Margarine, Mode und Popstars

Medien sind die Plattform für alle Öffentlichkeit, die über unseren persönlichen Gesichtskreis hinausreicht, über die unmittelbare Familie, die Kollegen, Bekannten, Freunde und Feinde. Wobei das nicht mehr ganz stimmt: Ein soziales Netzwerk wie Facebook, das ja ebenfalls Medium ist, strukturiert auch die Wahrnehmung der unmittelbaren Umgebung neu. Medien liefern uns das Material zur Deutung der Welt, unserer Welt. Medien liefern uns Unmengen Informationen frei Haus, auch Sichtweisen und Einsichten, Lebensstile, Stimmungen, Zerstreuung — Lachen und Weinen inklusive. Weshalb die Frage so wichtig ist, wem sie gehören. Und wem sie gehorchen.

Beim Gehorchen tut sich auch so einiges. Vor allem auf jenem Sektor, den ich „orchestrierte Kommunikation” nennen möchte. Die industrielle Meinungsmache, den Spin. Es gibt eine wachsende Kontrolle von öffentlicher Darstellung, einen wachsenden Hang zur Inszenierung. Politik wird immer mehr zur Seifenoper, wird in Szene gesetzt und vermarktet wie früher nur Margarine, Mode und Popstars.

Das hat mit der Privatisierung der Welt, zu tun. Damit, dass immer größere Teile des Gemeinwesen in den Besitz nicht demokratisch legitimierter Macht übergehen. Auch mit den Ratingagenturen. Denn ein klares Triple-A von Standard & Poor’s ist heute wichtiger als alles Journalistengeschnatter – für Firmen wie für Staaten.
Das hat überdies damit zu tun, dass sich öffentliche Wahrnehmung zusehends auf eine kleine Schar von Top-Akteuren verengt, die zumeist auch nicht mehr als politische Wesen, als artikulierte Interessen, sondern nur mehr als Solo-Darsteller erlebt werden, die sich auf der polit-medialen Bühne mehr oder weniger raffiniert präsentieren. Es ist an der Zeit sich verstärkt mit den Dirigenten dieses Orchesters auseinanderzusetzen. Da ist nicht nur die Initiative Neue Soziale Marktwirtschaft, über deren keckes Treiben wir uns so gerne lustig machen. Meinungsmache ist eine globale Industrie geworden. Immer mehr sucht sie unser aller Sicht auf die Verhältnisse zu bestimmen. Keine Figur von Rang tritt mehr in die Öffentlichkeit ohne eine Armada von Imageberatern, Agendasettern und Marketingexperten. Politische Entscheidungsprozesse sind in allen Stadien den Pressionen einer kolossalen Lobby-Maschinerie ausgesetzt. Journalisten werden geschickt   umschmeichelt und mit Geschichten gefüttert. Keine Party steigt mehr ohne Eventmanager. Selbst Kriege werden heute unter Feuerschutz von mindestens einem Dutzend PR-Agenturer geführt.

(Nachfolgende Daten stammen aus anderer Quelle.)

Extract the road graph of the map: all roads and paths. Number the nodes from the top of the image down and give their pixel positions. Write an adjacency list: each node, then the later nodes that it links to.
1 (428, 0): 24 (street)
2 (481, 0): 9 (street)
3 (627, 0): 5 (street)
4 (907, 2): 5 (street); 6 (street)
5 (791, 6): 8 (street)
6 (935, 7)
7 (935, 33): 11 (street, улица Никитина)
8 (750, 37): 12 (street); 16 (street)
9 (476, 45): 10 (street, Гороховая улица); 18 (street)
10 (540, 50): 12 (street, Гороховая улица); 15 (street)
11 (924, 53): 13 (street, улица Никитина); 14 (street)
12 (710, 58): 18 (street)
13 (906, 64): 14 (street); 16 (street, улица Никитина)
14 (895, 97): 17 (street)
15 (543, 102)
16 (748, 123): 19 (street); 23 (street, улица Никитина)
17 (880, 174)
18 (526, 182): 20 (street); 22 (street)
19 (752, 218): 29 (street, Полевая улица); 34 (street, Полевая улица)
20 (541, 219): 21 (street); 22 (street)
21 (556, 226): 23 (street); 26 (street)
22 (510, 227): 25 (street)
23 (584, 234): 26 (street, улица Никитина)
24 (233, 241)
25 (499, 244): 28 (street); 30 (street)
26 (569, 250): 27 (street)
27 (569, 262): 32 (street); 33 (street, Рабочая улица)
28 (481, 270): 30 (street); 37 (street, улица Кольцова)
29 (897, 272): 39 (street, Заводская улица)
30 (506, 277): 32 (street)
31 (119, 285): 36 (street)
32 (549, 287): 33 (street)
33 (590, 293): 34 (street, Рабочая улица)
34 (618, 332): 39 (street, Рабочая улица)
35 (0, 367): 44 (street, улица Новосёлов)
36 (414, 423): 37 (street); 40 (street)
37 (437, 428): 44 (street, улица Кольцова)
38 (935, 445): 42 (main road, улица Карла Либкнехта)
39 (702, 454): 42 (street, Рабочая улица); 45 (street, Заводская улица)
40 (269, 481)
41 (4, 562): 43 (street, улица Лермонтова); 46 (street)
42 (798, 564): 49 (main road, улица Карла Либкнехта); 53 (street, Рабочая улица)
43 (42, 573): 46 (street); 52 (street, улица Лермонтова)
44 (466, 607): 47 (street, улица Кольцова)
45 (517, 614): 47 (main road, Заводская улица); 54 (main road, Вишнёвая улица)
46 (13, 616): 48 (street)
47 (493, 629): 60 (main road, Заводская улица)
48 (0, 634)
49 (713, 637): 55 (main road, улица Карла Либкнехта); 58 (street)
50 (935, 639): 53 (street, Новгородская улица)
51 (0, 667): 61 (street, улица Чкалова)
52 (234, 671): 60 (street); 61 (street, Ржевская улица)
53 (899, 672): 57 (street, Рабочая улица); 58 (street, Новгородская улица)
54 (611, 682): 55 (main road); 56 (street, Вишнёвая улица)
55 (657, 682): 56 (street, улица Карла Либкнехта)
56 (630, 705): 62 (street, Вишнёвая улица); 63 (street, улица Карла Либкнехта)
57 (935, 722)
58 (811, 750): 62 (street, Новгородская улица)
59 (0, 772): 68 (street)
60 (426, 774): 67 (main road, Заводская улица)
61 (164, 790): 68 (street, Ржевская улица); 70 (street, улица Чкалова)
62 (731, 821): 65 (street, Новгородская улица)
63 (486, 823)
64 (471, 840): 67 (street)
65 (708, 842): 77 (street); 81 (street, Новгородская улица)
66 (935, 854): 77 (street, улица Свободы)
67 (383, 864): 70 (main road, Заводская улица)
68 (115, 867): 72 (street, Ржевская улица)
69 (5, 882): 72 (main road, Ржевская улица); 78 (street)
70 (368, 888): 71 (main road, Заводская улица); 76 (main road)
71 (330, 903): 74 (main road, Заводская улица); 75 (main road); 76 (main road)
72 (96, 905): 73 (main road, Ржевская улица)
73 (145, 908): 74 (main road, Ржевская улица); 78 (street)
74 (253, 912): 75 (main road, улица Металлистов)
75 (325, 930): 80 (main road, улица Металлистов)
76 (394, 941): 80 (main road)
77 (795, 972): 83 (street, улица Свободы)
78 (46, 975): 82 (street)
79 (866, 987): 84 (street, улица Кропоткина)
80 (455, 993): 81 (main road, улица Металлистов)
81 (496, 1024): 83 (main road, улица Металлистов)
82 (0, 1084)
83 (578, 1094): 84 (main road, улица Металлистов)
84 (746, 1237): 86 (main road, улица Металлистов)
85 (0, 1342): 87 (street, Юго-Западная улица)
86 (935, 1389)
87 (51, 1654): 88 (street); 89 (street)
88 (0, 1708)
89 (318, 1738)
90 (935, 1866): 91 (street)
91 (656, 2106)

Zu diesem Bild gehört auch das vermeintliche unpolitische Wirken der Zerstreuungsindustrie. Die Welt der Promis, der Lightshows und des menschelnden Schwachsinns. Sie fuhrt zur Entkoppelung breiter Massen vom gesellschaftlichen Diskurs. Sie kreiert eine Art Anti-Welt. Eine Öffentlichkeit, die Wirklichkeit verweigert. Sie befördert das Auseinanderdriften der Gesellschaft, vertieft den Graben zwischen Habenden und Habenichtsen. Verschärft das Unten und Oben.

Unten macht sich ein fatalistischer Verdruss über die so genannten Eliten breit. Während oben die Verachtung gegenüber dem so genannten einfachen Volk wächst. Die Mittelschicht lebt derweil in Angst und zeiht einen wachsenden Drang zur Abgrenzung gegen alles Fremde, dass ihr den Platz streitig machen könnte.

Wem gehören die Medien? Wem sollten sie idealerweise gehören? Die Antwort ist einfach: Allen. Uns. Medien spiegeln und formen Gesellschaft. Medien sind der Ort, wo unsere Wirklichkeit beschrieben, reflektiert, debattiert und bewertet wird. Wo die Gesellschaft zu sich spricht.

Zivilisation – das ist die Zügelung von Macht und Gewalt in einer und durch eine informierte Öffentlichkeit. Medien sind die Vehikel dieser öffentlichen Kontrolle. Oder sollten es doch sein. Deshalb nennt man sie die vierte Gewalt.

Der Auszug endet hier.